Here is how CoveCube describes this application:
- Combine all your hard drives into one big storage pool (except the system drive with the OS).
- Add and remove drives from the pool at any time without re-partitioning or manually moving folders.
- Create duplicated folders on the storage drive pool that are protected against single drive failure. If a drive fails on which a duplicated file was stored, the contents of that file will remain readable even without the drive.
- All your data is stored in standard NTFS files. You can always access your files even if the Windows Home Server completely crashes or this add-in can’t be used.
This beta version’s change log:
1.2.0.6962
- Added byte deltas to re-balance markers.
- The StableBit Scanner balancer will now respect existing limits and use protected vs. unprotected limits when deciding how to best evacuate files.
- Changed the drive emptying algorithm to not empty a drive beyond the point which was computed at the time of the balance model calculation. This caused unintentional drive overfill and perpetual balancing under some circumstances.
- When removing a drive, DrivePool will scan for any local server processes / services that are using any files on that pool part and attempt to gracefully close them (or restart them, if supported).

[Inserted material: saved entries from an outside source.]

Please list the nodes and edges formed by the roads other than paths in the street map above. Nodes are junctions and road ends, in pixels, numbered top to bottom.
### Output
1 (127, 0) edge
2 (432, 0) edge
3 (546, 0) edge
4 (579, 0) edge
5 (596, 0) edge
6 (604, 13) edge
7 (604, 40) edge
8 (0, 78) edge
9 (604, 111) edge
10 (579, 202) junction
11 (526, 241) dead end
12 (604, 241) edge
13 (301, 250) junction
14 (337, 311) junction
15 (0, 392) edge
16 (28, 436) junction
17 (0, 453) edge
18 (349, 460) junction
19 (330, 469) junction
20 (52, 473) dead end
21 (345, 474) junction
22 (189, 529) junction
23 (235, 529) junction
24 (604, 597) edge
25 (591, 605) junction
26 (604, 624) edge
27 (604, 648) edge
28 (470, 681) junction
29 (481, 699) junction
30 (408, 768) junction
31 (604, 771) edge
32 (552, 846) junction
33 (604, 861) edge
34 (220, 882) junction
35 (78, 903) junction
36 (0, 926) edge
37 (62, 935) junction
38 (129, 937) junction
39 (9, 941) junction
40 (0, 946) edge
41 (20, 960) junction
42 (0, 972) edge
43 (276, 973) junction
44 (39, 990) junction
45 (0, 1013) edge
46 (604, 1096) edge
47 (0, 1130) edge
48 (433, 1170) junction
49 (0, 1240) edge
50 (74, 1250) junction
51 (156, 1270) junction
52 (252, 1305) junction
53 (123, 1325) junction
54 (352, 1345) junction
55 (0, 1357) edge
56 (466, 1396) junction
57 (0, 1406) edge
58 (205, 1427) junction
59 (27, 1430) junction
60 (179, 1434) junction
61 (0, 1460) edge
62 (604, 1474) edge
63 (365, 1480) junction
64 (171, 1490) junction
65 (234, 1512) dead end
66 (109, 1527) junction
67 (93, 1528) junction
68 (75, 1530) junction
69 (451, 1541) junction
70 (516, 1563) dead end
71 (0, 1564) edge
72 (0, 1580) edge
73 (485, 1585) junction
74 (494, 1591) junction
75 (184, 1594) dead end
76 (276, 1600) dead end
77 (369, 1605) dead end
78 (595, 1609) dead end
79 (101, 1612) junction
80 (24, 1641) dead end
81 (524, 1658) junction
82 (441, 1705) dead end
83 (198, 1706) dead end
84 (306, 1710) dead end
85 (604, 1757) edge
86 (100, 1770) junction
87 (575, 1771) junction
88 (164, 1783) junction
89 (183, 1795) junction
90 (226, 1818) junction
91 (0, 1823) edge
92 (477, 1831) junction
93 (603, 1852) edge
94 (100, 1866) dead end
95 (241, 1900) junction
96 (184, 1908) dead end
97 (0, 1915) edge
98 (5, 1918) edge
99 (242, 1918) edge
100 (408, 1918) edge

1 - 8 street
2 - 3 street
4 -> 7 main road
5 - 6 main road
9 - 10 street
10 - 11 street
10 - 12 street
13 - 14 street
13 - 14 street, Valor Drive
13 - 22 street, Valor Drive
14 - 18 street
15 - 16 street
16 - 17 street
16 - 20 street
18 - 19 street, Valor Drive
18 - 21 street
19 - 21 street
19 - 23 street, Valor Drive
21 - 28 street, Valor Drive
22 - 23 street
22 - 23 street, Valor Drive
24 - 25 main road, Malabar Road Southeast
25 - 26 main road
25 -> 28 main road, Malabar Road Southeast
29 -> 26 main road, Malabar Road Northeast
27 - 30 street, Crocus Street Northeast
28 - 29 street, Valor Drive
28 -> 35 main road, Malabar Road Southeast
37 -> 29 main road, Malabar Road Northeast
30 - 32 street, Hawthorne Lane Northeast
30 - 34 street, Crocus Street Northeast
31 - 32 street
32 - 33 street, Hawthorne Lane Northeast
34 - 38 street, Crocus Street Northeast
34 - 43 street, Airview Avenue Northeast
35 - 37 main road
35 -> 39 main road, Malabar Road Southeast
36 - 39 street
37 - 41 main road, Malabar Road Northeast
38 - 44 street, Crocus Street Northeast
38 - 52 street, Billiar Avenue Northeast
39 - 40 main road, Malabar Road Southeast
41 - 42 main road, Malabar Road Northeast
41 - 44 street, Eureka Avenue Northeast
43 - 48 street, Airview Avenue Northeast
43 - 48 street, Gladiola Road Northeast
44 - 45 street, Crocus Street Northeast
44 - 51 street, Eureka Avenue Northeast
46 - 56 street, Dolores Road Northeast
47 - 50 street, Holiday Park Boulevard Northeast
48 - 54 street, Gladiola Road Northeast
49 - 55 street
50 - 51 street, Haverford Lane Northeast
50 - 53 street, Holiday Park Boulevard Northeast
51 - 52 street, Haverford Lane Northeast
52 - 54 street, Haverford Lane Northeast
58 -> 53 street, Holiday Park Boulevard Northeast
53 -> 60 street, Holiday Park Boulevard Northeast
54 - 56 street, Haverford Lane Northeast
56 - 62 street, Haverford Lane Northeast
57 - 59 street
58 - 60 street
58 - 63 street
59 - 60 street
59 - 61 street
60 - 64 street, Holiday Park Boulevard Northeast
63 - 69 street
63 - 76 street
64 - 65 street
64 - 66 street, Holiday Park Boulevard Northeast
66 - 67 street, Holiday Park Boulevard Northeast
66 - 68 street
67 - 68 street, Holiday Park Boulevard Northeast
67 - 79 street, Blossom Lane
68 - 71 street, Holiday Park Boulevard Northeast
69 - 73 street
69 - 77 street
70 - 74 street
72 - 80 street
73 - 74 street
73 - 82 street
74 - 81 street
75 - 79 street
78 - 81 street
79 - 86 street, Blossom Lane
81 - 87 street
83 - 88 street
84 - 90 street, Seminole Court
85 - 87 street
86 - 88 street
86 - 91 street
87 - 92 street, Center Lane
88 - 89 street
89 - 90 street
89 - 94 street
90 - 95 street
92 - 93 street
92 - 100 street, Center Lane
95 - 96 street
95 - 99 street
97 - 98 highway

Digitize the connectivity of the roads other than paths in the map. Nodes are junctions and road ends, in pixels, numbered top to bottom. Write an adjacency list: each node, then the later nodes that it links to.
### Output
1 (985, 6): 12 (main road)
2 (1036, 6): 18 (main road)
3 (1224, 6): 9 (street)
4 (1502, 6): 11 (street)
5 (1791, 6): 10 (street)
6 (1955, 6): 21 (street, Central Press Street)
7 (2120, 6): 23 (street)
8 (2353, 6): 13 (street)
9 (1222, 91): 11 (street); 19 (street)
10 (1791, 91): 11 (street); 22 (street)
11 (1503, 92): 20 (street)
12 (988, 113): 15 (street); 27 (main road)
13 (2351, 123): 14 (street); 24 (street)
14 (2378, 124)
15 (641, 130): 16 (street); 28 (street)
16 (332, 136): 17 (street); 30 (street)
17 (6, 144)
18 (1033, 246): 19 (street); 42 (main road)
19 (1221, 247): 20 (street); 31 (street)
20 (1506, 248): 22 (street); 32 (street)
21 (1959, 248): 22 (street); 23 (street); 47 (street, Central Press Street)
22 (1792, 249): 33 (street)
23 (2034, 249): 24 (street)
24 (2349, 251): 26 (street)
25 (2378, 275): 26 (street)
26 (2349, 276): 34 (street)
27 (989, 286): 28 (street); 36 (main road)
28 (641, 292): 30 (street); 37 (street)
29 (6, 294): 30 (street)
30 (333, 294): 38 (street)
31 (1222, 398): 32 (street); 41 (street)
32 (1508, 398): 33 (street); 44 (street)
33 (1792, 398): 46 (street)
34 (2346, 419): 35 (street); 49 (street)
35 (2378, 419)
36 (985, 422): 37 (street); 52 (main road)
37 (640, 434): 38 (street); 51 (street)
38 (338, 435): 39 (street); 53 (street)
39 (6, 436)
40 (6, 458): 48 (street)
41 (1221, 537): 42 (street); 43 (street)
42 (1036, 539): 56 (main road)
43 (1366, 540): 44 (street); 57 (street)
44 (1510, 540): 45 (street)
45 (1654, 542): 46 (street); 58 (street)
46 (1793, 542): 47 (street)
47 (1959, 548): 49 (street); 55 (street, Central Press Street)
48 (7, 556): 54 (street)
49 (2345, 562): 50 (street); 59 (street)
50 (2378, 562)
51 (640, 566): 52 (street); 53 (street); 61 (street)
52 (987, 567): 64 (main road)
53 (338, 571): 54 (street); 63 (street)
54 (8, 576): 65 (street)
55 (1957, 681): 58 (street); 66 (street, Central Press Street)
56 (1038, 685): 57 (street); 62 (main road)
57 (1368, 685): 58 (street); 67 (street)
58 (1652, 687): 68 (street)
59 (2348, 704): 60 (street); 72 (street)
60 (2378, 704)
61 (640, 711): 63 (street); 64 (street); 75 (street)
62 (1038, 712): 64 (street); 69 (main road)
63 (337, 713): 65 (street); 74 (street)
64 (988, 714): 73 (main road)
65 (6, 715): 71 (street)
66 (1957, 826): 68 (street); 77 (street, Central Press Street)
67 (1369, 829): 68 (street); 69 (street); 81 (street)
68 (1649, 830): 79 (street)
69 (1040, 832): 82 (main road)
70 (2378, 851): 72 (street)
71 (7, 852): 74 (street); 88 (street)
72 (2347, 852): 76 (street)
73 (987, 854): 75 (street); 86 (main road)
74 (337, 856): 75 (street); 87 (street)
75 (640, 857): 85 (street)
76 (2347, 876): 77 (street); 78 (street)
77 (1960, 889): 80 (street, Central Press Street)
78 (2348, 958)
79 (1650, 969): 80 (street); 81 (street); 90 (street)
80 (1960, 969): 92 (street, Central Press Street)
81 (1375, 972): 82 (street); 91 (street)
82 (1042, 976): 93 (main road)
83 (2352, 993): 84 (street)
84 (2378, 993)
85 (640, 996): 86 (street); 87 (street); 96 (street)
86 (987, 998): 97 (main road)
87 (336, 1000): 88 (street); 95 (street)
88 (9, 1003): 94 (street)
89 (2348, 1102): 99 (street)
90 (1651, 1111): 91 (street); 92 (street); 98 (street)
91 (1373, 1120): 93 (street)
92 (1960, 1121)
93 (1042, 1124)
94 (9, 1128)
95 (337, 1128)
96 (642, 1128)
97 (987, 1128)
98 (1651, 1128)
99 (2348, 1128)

- [D] Added workaround for a bug in Windows. The bug seems to manifests itself only on domain controllers (such as the Windows Small Business Server 2011 Essentials). The user sees “Insufficient resources” error messages when copying files to / from the server. The error is actually coming from the server and not from DrivePool. Apparently, Windows inadvertently exhausts an internal pooled resource when sending network based read / write requests to the file system. This doesn’t typically happen on NTFS because of the different timing semantics there (but it seems possible). CoveFS will now limit the number of “in-flight” requests in order to keep the overzealous Windows component from asking for more data than it can handle. (yes, this one took a bit of doing to figure out)
- Added polish translation (Credit: Marek)
- Drive removal would fail if a duplicated file was in-use with a non-descriptive error message.